Second, the adversarial training trained the generator network in a global direction. As the segmentation results show, before adversarial training, RT-seg misidentifies linear regions such as streetlights and eaves as rail tracks, which may be caused by the smaller weights of RT-seg’s higher-level features (which have larger receptive fields) and larger weights of lower-level features (which have smaller receptive fields). In adversarial training, the track discriminator scores the segmentation result as a whole, forcing RT-seg to pay more attention to the global features of the track image, which results in a reduced mis-segmentation rate and an improved inference ability for the occluded targets of the the generator network.

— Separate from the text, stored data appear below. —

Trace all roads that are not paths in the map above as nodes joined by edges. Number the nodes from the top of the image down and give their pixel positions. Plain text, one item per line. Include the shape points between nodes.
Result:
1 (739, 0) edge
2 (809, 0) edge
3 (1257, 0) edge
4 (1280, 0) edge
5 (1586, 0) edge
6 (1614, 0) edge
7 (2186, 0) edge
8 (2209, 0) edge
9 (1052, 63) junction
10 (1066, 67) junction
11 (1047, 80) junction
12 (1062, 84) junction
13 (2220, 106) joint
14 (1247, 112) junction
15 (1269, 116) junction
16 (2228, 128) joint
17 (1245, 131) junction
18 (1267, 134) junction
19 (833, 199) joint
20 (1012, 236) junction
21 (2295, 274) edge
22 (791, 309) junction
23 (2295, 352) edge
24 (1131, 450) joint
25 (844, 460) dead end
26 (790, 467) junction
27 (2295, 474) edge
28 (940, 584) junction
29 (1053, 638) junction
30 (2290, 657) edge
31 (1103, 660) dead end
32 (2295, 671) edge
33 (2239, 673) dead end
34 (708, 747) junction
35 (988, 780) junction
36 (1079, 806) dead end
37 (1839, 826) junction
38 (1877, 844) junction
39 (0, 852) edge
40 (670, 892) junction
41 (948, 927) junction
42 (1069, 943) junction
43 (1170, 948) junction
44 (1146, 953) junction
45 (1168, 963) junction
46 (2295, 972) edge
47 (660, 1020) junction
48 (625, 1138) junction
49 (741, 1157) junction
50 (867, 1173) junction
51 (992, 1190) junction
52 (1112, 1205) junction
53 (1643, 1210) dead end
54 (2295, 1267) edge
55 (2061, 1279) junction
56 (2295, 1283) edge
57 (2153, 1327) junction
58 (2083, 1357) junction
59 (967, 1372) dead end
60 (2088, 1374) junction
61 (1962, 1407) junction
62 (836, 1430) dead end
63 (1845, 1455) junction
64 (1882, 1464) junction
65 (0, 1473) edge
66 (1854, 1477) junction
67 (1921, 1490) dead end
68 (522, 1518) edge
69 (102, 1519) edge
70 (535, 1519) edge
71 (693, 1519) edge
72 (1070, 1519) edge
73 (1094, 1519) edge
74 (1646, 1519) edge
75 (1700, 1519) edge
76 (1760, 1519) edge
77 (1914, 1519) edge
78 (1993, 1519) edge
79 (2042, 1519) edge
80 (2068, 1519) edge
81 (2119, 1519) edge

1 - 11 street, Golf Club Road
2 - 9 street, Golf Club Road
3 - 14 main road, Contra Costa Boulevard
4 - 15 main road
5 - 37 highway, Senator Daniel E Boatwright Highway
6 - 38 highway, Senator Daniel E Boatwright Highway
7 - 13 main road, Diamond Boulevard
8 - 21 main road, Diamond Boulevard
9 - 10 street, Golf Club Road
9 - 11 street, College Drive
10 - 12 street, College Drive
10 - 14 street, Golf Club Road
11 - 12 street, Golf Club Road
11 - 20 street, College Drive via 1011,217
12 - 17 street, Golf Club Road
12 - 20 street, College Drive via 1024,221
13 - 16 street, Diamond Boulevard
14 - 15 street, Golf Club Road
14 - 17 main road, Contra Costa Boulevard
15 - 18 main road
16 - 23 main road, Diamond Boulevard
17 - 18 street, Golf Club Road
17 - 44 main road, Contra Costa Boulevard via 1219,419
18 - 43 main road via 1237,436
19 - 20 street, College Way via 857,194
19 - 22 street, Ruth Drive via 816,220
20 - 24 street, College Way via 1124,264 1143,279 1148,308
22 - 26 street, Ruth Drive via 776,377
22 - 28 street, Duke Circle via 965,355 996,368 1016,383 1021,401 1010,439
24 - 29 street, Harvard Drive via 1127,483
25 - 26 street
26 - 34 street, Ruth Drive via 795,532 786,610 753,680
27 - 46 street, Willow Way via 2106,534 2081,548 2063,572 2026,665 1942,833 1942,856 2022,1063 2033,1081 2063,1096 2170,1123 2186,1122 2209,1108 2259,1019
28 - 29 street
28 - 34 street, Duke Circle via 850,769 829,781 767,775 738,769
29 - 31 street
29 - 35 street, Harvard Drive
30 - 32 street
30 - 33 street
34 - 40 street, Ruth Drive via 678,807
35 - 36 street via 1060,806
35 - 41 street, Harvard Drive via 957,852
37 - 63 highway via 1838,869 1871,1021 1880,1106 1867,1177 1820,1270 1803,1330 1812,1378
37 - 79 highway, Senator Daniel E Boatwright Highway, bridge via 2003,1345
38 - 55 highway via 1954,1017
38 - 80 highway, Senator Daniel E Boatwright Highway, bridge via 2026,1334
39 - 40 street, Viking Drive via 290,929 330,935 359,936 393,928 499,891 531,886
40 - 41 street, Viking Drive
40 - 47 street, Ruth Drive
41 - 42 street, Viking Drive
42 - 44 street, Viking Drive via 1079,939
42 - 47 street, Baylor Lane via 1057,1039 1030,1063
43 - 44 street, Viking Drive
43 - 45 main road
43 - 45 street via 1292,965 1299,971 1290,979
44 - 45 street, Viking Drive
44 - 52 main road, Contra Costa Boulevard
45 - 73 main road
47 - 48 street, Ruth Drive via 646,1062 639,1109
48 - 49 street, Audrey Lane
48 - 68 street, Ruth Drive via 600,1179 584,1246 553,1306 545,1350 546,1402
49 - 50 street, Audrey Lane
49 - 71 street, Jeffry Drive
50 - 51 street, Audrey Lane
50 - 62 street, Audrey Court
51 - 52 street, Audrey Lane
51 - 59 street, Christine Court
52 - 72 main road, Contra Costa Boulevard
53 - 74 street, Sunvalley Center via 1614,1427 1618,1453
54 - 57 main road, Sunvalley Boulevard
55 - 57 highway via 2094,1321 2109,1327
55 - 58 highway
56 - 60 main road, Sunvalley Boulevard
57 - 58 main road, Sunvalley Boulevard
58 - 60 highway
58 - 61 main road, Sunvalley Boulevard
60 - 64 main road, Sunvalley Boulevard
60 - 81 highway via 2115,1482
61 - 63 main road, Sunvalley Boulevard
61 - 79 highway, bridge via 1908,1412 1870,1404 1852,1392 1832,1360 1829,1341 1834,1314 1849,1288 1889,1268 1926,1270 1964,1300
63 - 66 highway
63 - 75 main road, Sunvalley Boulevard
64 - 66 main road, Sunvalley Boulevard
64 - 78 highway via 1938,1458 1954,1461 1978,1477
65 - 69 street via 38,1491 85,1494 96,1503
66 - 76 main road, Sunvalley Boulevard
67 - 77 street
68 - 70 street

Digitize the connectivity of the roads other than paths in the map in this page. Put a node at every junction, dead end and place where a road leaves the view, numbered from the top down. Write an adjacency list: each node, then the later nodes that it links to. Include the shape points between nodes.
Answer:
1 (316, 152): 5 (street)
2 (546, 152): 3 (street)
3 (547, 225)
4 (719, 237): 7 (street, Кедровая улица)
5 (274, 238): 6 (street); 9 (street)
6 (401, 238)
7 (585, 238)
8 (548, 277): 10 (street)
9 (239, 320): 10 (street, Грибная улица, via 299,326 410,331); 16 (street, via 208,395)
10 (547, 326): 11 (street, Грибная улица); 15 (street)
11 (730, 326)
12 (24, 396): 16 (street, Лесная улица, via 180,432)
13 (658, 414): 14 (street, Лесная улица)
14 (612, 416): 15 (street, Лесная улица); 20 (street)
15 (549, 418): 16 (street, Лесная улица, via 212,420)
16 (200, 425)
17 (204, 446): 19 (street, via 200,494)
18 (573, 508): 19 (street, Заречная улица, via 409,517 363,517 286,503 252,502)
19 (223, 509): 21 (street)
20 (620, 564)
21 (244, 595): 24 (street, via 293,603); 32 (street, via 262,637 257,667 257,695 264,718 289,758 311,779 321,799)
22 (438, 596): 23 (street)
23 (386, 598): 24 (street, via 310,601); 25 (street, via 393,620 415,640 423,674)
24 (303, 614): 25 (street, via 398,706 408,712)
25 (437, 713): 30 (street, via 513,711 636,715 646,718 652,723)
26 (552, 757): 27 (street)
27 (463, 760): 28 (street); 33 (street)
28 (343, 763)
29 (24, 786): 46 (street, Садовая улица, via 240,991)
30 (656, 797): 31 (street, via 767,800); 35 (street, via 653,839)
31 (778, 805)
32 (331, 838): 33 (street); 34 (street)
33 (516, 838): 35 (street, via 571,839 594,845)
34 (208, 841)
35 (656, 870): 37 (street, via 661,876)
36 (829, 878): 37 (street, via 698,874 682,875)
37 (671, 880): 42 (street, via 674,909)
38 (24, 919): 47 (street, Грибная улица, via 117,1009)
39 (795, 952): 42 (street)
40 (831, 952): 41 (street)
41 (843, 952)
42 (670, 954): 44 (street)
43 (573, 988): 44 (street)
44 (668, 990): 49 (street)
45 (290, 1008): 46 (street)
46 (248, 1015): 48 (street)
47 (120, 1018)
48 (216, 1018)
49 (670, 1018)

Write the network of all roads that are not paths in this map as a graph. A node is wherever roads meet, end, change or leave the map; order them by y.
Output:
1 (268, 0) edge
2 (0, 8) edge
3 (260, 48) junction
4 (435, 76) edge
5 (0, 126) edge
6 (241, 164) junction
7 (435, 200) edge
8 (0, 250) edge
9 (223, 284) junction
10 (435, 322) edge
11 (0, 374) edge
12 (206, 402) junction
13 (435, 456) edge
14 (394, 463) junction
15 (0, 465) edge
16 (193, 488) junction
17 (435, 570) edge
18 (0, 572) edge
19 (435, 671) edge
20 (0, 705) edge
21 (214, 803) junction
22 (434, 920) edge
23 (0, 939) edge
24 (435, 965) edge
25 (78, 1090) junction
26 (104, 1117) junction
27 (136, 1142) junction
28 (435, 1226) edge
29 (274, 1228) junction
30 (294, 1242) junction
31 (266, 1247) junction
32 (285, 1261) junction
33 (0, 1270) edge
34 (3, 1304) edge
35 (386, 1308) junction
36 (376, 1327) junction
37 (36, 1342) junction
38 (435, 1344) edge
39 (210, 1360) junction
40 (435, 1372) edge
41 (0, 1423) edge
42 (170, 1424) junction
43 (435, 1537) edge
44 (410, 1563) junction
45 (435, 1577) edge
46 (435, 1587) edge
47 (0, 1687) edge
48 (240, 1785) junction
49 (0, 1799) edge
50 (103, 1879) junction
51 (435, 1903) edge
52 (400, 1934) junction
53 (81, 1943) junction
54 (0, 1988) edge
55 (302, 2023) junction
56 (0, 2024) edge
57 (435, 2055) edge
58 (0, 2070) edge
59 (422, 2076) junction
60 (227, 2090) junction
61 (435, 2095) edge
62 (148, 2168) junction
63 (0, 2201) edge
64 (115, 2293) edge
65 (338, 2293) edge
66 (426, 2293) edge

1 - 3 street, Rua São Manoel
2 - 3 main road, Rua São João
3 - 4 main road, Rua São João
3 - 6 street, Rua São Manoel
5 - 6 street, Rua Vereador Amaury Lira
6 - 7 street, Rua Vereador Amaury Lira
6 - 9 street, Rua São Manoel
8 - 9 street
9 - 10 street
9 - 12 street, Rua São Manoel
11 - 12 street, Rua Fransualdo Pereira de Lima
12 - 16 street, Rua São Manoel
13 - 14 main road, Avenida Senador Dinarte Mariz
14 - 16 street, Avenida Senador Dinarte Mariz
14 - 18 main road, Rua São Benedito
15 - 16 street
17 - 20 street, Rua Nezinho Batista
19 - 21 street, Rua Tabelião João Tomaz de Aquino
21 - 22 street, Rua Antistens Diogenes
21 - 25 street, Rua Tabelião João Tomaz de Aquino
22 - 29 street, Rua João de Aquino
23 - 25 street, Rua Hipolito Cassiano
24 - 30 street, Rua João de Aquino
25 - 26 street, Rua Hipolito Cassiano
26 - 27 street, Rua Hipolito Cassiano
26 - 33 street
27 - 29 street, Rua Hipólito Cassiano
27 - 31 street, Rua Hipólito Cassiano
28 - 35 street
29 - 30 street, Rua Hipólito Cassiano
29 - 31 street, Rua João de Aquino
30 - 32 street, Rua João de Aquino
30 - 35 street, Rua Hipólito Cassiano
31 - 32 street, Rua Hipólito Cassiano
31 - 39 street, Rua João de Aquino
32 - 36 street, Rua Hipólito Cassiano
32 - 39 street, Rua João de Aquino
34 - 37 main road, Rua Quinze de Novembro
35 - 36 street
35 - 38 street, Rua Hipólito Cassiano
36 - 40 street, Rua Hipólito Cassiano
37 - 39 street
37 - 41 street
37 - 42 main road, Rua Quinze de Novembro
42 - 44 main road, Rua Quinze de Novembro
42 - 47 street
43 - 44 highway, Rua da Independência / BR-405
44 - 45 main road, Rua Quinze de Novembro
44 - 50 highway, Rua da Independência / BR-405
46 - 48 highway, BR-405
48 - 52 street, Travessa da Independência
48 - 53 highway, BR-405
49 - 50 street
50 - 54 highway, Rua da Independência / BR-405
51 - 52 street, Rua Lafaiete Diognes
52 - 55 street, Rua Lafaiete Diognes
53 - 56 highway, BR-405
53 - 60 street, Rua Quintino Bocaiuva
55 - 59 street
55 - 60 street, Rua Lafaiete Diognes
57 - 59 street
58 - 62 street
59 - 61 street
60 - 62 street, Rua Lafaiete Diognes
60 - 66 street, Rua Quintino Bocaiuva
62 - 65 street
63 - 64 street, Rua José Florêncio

Finally, explicitly adding the gradient information of track targets in the form of loss function and discriminator inputs to the training and adversarial training of the semantic segmentation network enables RT-seg to notice track regions with distinct gradient features earlier and improve the semantic segmentation of track targets. This can be proved by the results of ablation experiments.

5. Conclusions and Future Work

In this paper, an accurate segmentation framework for railway tracks, RT-GAN, is proposed. RT-GAN consists of an encoder–decoder generator RT-seg and a patch-based track discriminator. For the linear features of railway track images, RT-GAN explicitly introduces gradient information and uses a loss function and discriminator input containing gradient information to help obtain track information faster and more accurately. Compared with other popular segmentation networks, RT-GAN achieves more accurate railway track segmentation by adversarial training without reducing the inference rate. RT-GAN is tested on the track segmentation dataset iRailway proposed in this paper. The experimental results show that RT-GAN can obtain more accurate segmentation results than other popular semantic segmentation models and has stronger occlusion inference capability both for images with and without enhancement.

However, the research in this paper mainly focuses on the construction of a GAN-based framework for accurate segmentation of railway images and the exploration of suitable generators, targeting the problem of accurate binary segmentation. In the future, this paper will further investigate the interpretability of image segmentation capability enhanced by adversarial training and find more refined multi-objective segmentation models and hyperparameter selection strategies.